Even if the spam click-though rate is 0.0%, there are still enough suckers born every minute to buy the service of spammers.
It works great, until the next bot net or spam cannon iteration.
This seems to be a losing battle. The amount of processing power used to detect or prevent spam is already very high and these increasingly complex detection schemes are just increasing the required processing cycles at an exponential rate. For the spammer, when one system becomes ineffective, they abandon it and move to the next, staying clean and lean. But, the detection system must continue to hold on to the old detection scheme for a very long time or forever because there's always a few spammer that continue to try the old ways.
The best way to fight spam is do what IM systems has been doing, by whitelisting. So, 1st email triggers a white list query, and the rest wil be invisible... May be do this on a per ip or per domain basis...
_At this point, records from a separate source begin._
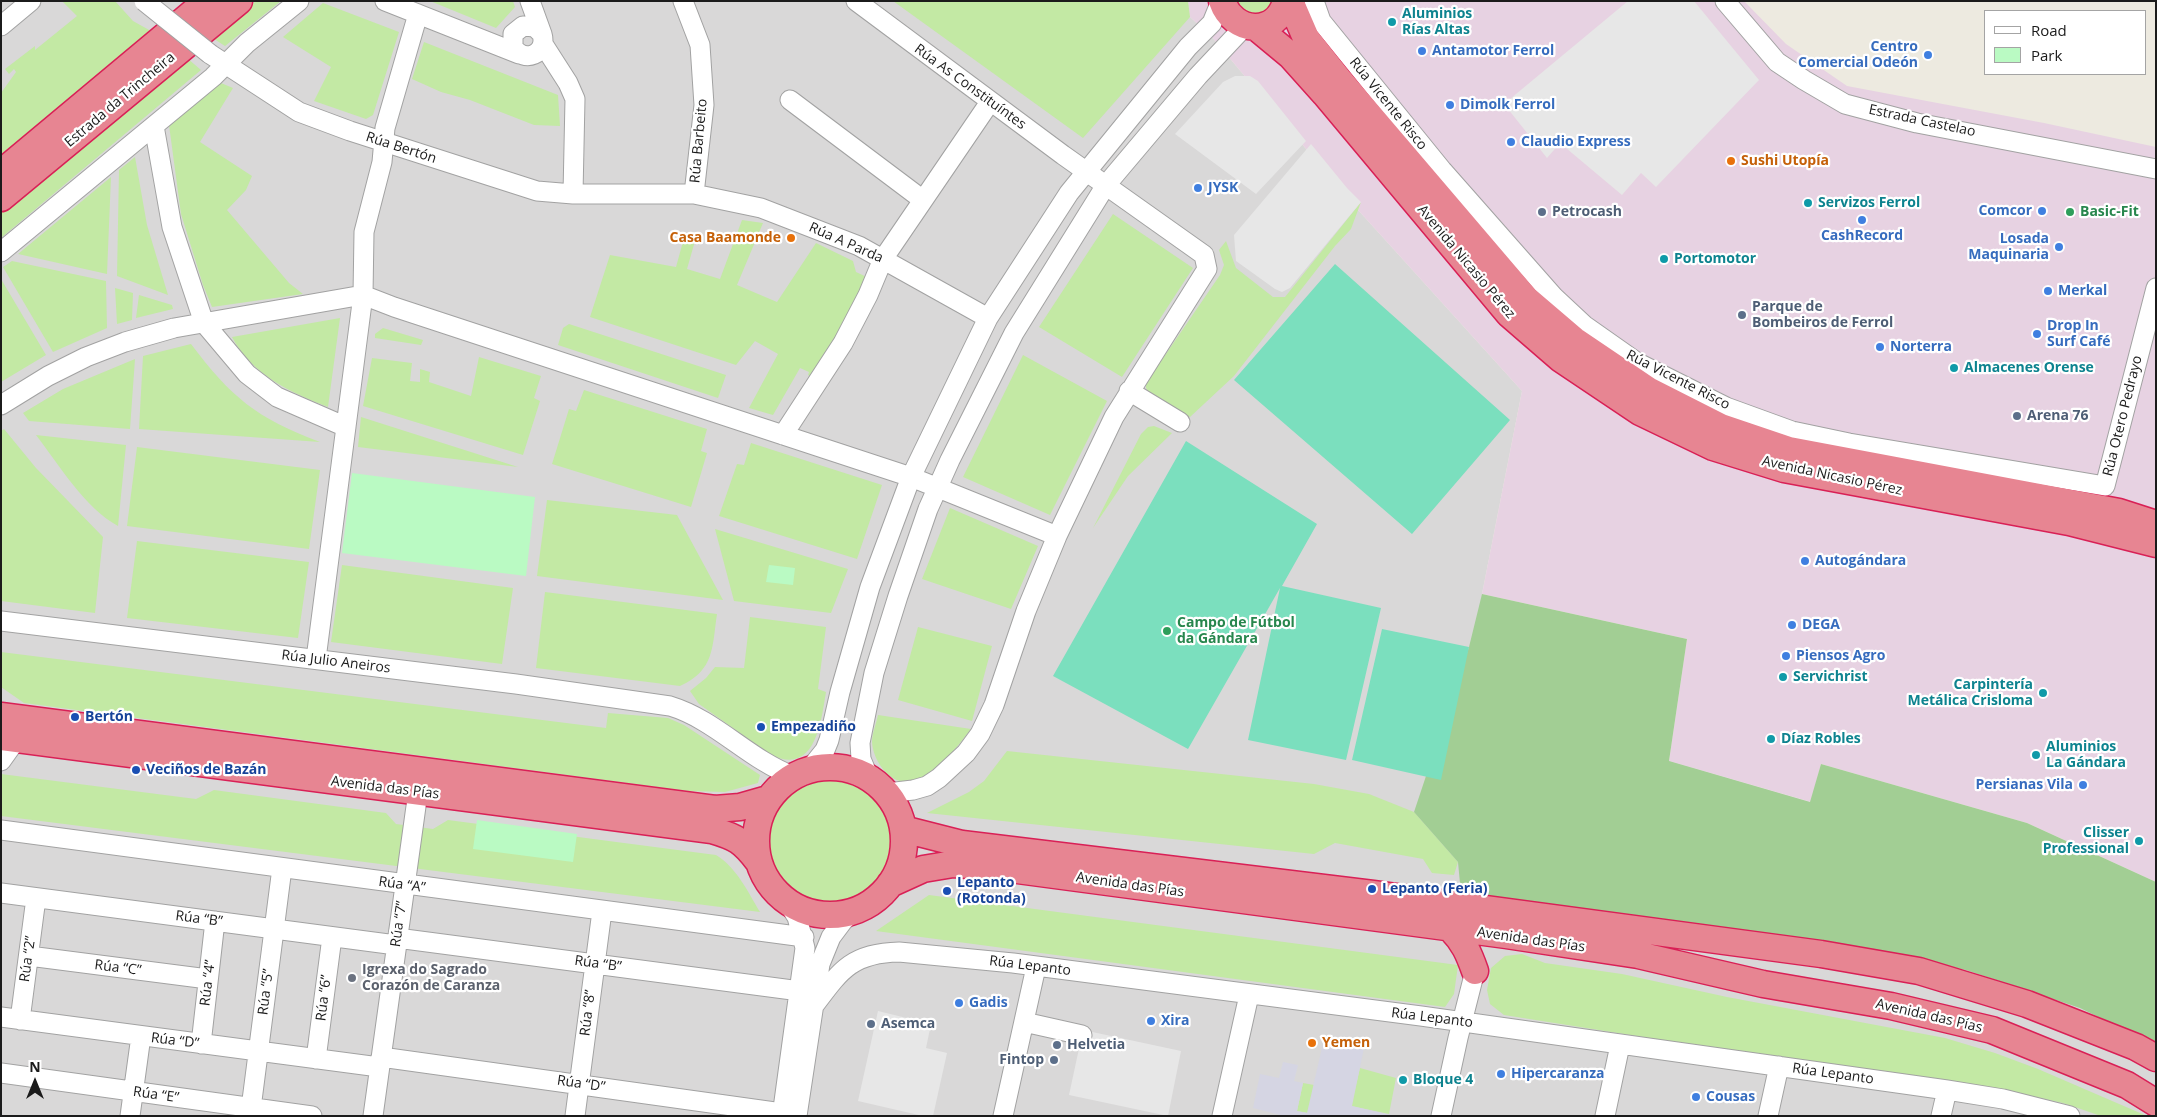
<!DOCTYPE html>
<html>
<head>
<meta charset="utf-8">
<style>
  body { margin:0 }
  #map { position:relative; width:2157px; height:1117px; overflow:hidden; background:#edeae0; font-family:"Open Sans",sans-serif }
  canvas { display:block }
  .frame { position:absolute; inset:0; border:2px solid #1b1b1b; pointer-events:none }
  .legend { position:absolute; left:1984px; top:10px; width:162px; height:65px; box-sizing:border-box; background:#fff; border:1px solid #a4a4a4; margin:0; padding:6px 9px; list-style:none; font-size:15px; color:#1b1b1b }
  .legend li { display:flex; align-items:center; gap:10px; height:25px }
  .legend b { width:25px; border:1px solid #a4a4a4 }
  .north { position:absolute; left:10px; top:1057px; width:50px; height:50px; -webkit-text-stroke:4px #fff; paint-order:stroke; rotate:0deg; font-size:14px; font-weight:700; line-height:20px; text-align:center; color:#1b1b1b }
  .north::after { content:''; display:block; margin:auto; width:18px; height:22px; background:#1b1b1b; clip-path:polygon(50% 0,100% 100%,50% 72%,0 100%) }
</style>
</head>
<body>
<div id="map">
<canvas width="2157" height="1117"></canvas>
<div class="frame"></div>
<ul class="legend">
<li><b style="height:6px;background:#fff"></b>Road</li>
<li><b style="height:14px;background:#bafac3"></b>Park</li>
</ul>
<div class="north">N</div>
</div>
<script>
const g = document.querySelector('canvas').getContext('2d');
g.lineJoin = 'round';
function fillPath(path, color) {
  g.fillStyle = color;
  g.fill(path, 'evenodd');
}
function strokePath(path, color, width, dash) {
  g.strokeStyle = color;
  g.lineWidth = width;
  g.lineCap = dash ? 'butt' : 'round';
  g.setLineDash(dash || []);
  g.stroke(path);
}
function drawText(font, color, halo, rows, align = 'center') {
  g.font = font + ' "Open Sans",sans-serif';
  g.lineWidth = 4.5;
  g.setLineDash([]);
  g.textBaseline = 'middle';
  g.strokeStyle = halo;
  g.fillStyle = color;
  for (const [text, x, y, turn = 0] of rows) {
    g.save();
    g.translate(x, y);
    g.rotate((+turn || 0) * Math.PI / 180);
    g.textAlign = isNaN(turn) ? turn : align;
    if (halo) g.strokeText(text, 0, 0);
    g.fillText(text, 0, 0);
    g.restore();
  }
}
fillPath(new Path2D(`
  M1 1H1188L1190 17 1211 36 1349 200 1522 391 1482 594 1669 761 1810 802 2156 882V1116H1Z`), '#d9d8d8');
fillPath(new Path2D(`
  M1188 1H1744L1786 44 1847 86 2044 123 2156 147V882L2027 823 1821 764 1811 802 1669 761 1687 639 1482 594 1522 391 1349 200 1211 36 1190 17Z`), '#e7d2e2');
fillPath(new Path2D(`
  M62 1H115L133 21 151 31 1 157V93L16 72 14 69 9 74 5 69 35 46V50L77 16Z
  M256 1H281L225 46 211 37Z
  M430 1H513L515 7 496 28Z
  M893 1H1188L1190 17 1083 138Z
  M1231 1H1275L1272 7 1253 17Z
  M323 3 399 32 373 115 366 119 314 101 331 67 283 37Z
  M424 42 558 95 560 126 534 125 470 100 441 92 412 79Z
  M187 58 201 70 1 238V213Z
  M221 83 233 88 200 142 252 176 246 190 227 210 289 283 303 294 212 307 203 285 181 214 169 125Z
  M135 157 147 225 168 295 117 276 119 170Z
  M111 177 107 274 18 254Z
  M1361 202 1351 229 1335 246 1234 376 1190 417 1149 393 1146 388V383L1220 275 1224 265 1219 250 1226 241 1236 268 1273 297H1285Z
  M1113 214 1193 268 1122 377 1039 327Z
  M742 220 763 223 737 285 777 302 816 243 853 261 856 272 869 278 813 378 808 375 809 372 800 368 773 415 749 408 778 354 755 341 736 365 590 317 610 255 676 267 684 238 695 241 687 269 720 279Z
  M12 261 106 281 107 328 53 352 3 267Z
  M1 279 46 355 1 382Z
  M115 288 133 293 132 320 117 324Z
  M139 295 172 305 173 309 136 318Z
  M340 318 328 407C291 393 251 374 232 337Z
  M569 324 726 375 718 398 558 345 563 328Z
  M383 328 423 340 421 345 375 338V334Z
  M191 344C231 397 256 418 320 442L139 429 143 356Z
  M1023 355 1107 401 1050 515 963 477Z
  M479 357 541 376 534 398 540 401 523 455 363 406 372 358 412 363 410 381 420 382V369L430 372 429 382 471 396Z
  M135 359 130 429 29 421 23 413 63 389Z
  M584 390 707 429 701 451 707 453 691 507 552 464 569 409 576 411Z
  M361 417 518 467 358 447Z
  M1154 426 1172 433 1128 476 1093 528 1141 434 1148 427Z
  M4 429 36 468 103 537 95 613 1 601V431Z
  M36 435 126 445 118 526C85 508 59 465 36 435Z
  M751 443 882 485 857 559 719 516 737 464 744 465Z
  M137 447 320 470 309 549 127 526Z
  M547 500 677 515 723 600 537 576Z
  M950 508 1038 546 1011 609 922 579Z
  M715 529 848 569 831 613 734 601Z
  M137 541 309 562 298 638 127 618Z
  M342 565 513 588 502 664 331 642Z
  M545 592 717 614C712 647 715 670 680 686L536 668Z
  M750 617 826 627 818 689 826 692C821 721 816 776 771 755L699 704 690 691 706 678 715 667 744 668Z
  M918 627 992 646 972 721 898 700Z
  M1 652 606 728 608 713 668 718 684 725 760 775 758 783 725 792 688 791 24 703 1 687Z
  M878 715 971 729C956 748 939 773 915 781 892 788 873 762 872 742 872 734 876 724 878 715Z
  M1007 751 1314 784 1369 794 1414 812 1458 862 1454 875 1432 873 1423 859 1335 843 1314 854 927 813 969 792 984 781Z
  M1 774 196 799 214 790 386 813 396 824 433 829 448 820 716 855C737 868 748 892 760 912L1 816Z
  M769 842a61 61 0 1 1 122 0a61 61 0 1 1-122 0Z
  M929 895 1458 965 1454 994 1445 1007 876 931Z
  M1522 954 1545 963 1622 974 1727 997 1945 1038 1995 1053 2038 1069 2147 1116H2101L2063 1103 2026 1095 1807 1063 1504 1015 1490 1004 1487 990 1491 968 1505 956Z
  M1360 1068 1396 1078 1389 1114 1351 1106Z
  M1303 1083 1314 1085 1308 1113 1297 1111Z`), '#c3e9a4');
fillPath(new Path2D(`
  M1482 594 1687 639 1669 761 1810 802 1821 764 2027 823 2156 882V1045L2080 1008 1966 970 1879 951 1461 894 1458 862 1414 812 1469 647Z`), '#a2ce94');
fillPath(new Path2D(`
  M352 473 535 497 526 576 342 553Z
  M769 565 795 568 793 585 766 582Z
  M477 820 577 834 573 862 473 849Z`), '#bafac3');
fillPath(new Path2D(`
  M1335 264 1510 420 1412 534 1234 380Z
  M1186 441 1317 524 1282 586 1381 608 1346 760 1248 740 1280 588 1188 749 1053 676Z
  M1382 629 1469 647 1441 780 1352 760Z`), '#7bdfbe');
fillPath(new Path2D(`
  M1628 1H1694L1759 80 1656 187 1641 173 1622 195 1560 143 1547 158 1504 104Z
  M1235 76H1250L1258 81 1306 141 1256 194 1175 134 1223 82Z
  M1311 144 1347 188 1361 202 1290 288 1282 292 1275 289 1236 261 1234 235Z
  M878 1011 931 1024 926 1048 947 1053 933 1116H923L858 1101Z
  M1083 1030 1181 1051 1168 1116 1069 1095Z`), '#e7e7e7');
fillPath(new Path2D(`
  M1324 1039 1364 1048 1352 1106 1395 1116H1284L1253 1108 1260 1074 1279 1078 1283 1062 1298 1065 1294 1081 1303 1083 1297 1111 1307 1113Z`), '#d5d5e3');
const minor = new Path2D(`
  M385 1 519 54
  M530 1 542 34C548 54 524 64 513 47V34L523 26 535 27 542 34
  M683 1 700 45 704 105 694 194
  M856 1 1063 155 1204 255 1207 269 1114 417 1057 536 1026 611 994 705 980 734 966 753 939 778 927 786 913 790 887 793
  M1314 1 1321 21 1442 170 1554 297 1584 325 1638 363 1726 407 1792 431 1849 443 2105 486 2156 288
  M1725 1 1777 62 1804 80 1845 104 1917 123 2156 169
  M1 26 31 1
  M543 44 568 83 575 99 573 194
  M210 54 299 112 350 131 537 191 573 194H694L761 208 859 246 988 318
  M790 100 923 200
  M154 126 172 227 204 323 247 374 277 397 346 427
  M1 252 213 77 247 43 299 1
  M1129 391 1180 422
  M1 405 48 376 86 357 125 342 174 328 363 295 394 307 911 477 1057 536
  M783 435 843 343 868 295 883 259 990 102
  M1 621 516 684 670 706C716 720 748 759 793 776
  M316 659 363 295 364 232 382 162 385 128 418 14
  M1 761 11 747 20 739
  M809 770 825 750 829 740 840 692 870 587 911 477 988 318 1069 193 1188 47 1212 23 1221 1
  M869 778 861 759 860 743 874 673 898 596 928 509 950 460 1014 333 1106 185 1198 76 1245 26
  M1 830 804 937
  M1 893 396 945
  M397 938 800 991
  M29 956 208 979
  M813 1007C840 971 851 953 899 952L1013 963 1421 1016 1947 1090 2003 1099 2070 1116
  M1 1017 379 1067
  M20 1020 36 898
  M1024 1022 1082 1035
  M201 1044 215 921
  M381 1057 782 1113
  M316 1059 332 937
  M1 1073 312 1116
  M130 1116 141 1036
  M250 1116 282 868
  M373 1116 418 792
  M575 1116 602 911
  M782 1116 805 948 797 917 786 900
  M797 1116 820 964 831 937 843 921 854 911
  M1003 1116 1036 967
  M1222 1116 1249 995
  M1441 1116 1458 1038 1475 971
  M1605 1116 1620 1045
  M1768 1116 1779 1066
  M1941 1116 1947 1090`);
const highway = new Path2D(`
  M1222 1C1233 34 1277 37 1286 1
  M1290 1 1306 38 1340 81 1526 299 1574 340 1648 390 1721 427 1789 450 2119 512 2156 524
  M1256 27 1291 56 1325 94 1509 314 1561 359 1640 412 1713 447 1784 469 2069 522 2156 544
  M1 173 207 1
  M1 198 239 1
  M1 716 715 809 740 807 768 799
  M1 737 712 830C736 837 743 841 758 861
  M756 841a74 74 0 1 1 148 0a74 74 0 1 1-148 0Z
  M903 829 962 844 1373 894 1821 954 1919 971 2027 1004 2136 1047 2156 1058
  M890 884 923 869 953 864 987 866 1506 935 1638 955 1763 984 1891 1006 1992 1030 2127 1085 2156 1103
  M1451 929C1464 942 1469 954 1475 971`);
strokePath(minor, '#a2a2a2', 21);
strokePath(highway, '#d92056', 29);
strokePath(minor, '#fff', 19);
strokePath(highway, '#e78592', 26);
const minorBridge = new Path2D(`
  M144 1 210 54`);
strokePath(minorBridge, '#a2a2a2', 21, []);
strokePath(minorBridge, '#fff', 19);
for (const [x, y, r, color] of [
  [1392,22,5,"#0f9aa8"],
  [1422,51,5,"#3f7fe0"],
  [1928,55,5,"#3f7fe0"],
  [1450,105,5,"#3f7fe0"],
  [1511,142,5,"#3f7fe0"],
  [1731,161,5,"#e8710a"],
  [1198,188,5,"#3f7fe0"],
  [1808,203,5,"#0f9aa8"],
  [2042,211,5,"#3f7fe0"],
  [1542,212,5,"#5c6f8a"],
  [2070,212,5,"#2e9e5b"],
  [1862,220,5,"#3f7fe0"],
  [791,238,5,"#e8710a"],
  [2059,247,5,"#3f7fe0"],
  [1664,259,5,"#0f9aa8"],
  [2048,291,5,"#3f7fe0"],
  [1742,315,5,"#5c6f8a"],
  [2037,334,5,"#3f7fe0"],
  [1880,347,5,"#3f7fe0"],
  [1954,368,5,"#0f9aa8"],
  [2017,416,5,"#5c6f8a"],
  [1805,561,5,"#3f7fe0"],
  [1792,625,5,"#3f7fe0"],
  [1167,631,5,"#2e9e5b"],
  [1786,656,5,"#3f7fe0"],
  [1783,677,5,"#0f9aa8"],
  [2043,693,5,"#0f9aa8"],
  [75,717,5,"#1a4fb4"],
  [761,727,5,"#1a4fb4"],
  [1771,739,5,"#0f9aa8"],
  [2036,755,5,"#0f9aa8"],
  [136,770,5,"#1a4fb4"],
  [2083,785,5,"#3f7fe0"],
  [2139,841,5,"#0f9aa8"],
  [1372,889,5,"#1a4fb4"],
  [947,891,5,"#1a4fb4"],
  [352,978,5,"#6b7280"],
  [959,1003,5,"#3f7fe0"],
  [1151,1021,5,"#3f7fe0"],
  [871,1024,5,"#5c6f8a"],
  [1312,1043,5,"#e8710a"],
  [1057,1045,5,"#5c6f8a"],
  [1054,1060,5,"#5c6f8a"],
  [1501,1074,5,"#3f7fe0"],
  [1403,1080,5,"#0f9aa8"],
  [1696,1097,5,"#3f7fe0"]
]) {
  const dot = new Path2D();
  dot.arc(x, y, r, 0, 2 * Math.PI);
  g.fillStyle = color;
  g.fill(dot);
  strokePath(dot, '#fff', 2);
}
drawText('bold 14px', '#0d838f', '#fff', [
  ["Aluminios",1402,14],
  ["Rías Altas",1402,30],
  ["Servizos Ferrol",1818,203],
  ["Portomotor",1674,259],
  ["Almacenes Orense",1964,368],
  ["Servichrist",1793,677],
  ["Carpintería",2033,685,"right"],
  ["Metálica Crisloma",2033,701,"right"],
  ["Díaz Robles",1781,739],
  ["Aluminios",2046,747],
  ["La Gándara",2046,763],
  ["Clisser",2129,833,"right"],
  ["Professional",2129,849,"right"],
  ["Bloque 4",1413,1080]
], 'left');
drawText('bold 14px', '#366cbe', '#fff', [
  ["Centro",1918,47,"right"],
  ["Comercial Odeón",1918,63,"right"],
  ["Antamotor Ferrol",1432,51],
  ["Dimolk Ferrol",1460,105],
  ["Claudio Express",1521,142],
  ["JYSK",1208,188],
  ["Comcor",2032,211,"right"],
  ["CashRecord",1862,236,"center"],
  ["Losada",2049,239,"right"],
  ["Maquinaria",2049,255,"right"],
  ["Merkal",2058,291],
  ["Drop In",2047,326],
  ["Surf Café",2047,342],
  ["Norterra",1890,347],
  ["Autogándara",1815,561],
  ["DEGA",1802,625],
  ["Piensos Agro",1796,656],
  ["Persianas Vila",2073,785,"right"],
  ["Gadis",969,1003],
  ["Xira",1161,1021],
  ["Hipercaranza",1511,1074],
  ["Cousas",1706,1097]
], 'left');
drawText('14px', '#1b1b1b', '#fff', [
  ["Rúa As Constituíntes",970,87,36],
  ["Estrada da Trincheira",120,100,-40],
  ["Rúa Vicente Risco",1388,104,51],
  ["Estrada Castelao",1922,121,12],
  ["Rúa Barbeito",699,141,-85],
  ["Rúa Bertón",401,148,18],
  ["Rúa A Parda",846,243,24],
  ["Avenida Nicasio Pérez",1466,262,50],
  ["Rúa Vicente Risco",1678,380,27],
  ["Rúa Otero Pedrayo",2123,416,-76],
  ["Avenida Nicasio Pérez",1832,476,12],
  ["Rúa Julio Aneiros",336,662,7],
  ["Avenida das Pías",385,788,7],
  ["Rúa “A”",402,885,8],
  ["Avenida das Pías",1130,885,8],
  ["Rúa “B”",199,919,7],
  ["Rúa “7”",399,924,-82],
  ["Avenida das Pías",1531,940,8],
  ["Rúa “2”",28,959,-82],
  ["Rúa “B”",598,964,8],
  ["Rúa Lepanto",1030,966,7],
  ["Rúa “C”",118,968,7],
  ["Rúa “4”",208,983,-83],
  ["Rúa “5”",266,992,-83],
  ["Rúa “6”",324,998,-83],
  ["Rúa “8”",588,1013,-83],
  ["Avenida das Pías",1929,1016,13],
  ["Rúa Lepanto",1432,1018,7],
  ["Rúa “D”",175,1041,7],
  ["Rúa Lepanto",1833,1074,8],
  ["Rúa “D”",581,1084,8],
  ["Rúa “E”",156,1095,8]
]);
drawText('bold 14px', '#c56008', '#fff', [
  ["Sushi Utopía",1741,161],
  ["Casa Baamonde",781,238,"right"],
  ["Yemen",1322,1043]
], 'left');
drawText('bold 14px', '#4e5e75', '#fff', [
  ["Petrocash",1552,212],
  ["Parque de",1752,307],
  ["Bombeiros de Ferrol",1752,323],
  ["Arena 76",2027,416],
  ["Asemca",881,1024],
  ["Helvetia",1067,1045],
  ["Fintop",1044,1060,"right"]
], 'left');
drawText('bold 14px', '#27864d', '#fff', [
  ["Basic-Fit",2080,212],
  ["Campo de Fútbol",1177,623],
  ["da Gándara",1177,639]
], 'left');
drawText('bold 14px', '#164399', '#fff', [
  ["Bertón",85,717],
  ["Empezadiño",771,727],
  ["Veciños de Bazán",146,770],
  ["Lepanto",957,883],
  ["(Rotonda)",957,899],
  ["Lepanto (Feria)",1382,889]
], 'left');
drawText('bold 14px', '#5b616d', '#fff', [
  ["Igrexa do Sagrado",362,970],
  ["Corazón de Caranza",362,986]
], 'left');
</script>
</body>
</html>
I'm sure 'itwbennett' would rather everyone go to his employer's website to read that article, but it is clearly not written (or edited) by anyone who has any basic clues about spam-fighting. Just reading the subtitle makes me cringe for the unfortunate "journalists" lassoed into writing it, as it was clearly done by spam neophytes in a desperate scramble for click-scrounging content. The article is vaguely about a paper presented almost a year ago at LISA '11. There are links to an abstract and the original paper at the LISA '11 site: http://www.usenix.org/events/lisa11/tech/
The general space of sniffing out spam by looking at TCP characteristics has been mined for years usefully with Symantec and MailChannels both offering proprietary tools that use such techniques and some open DNSBL's using TCP sniffing to identify sources, but it would be incorrect to believe that any one methodology will ever be a magical silver bullet against spam.
This REALLY sounds like a copy of Sendmail Inc.'s Rate Control component, which has been deployed to many sites for the last several years. Rate Control allows the admin to throttle or otherwise block email that breaks various TCP-related thresholds (messages/second, bad recipients/second, connections/second, etc.). Further, recent real world indications show that spammers are sending fewer spams per second from individual IP addresses--they make up the volume by increasing the size of the botnet, and coordinating activity so that not too many bots hit the same relay at the same time. This is why Rate Control added an IP Reputation subcomponent a couple of years ago.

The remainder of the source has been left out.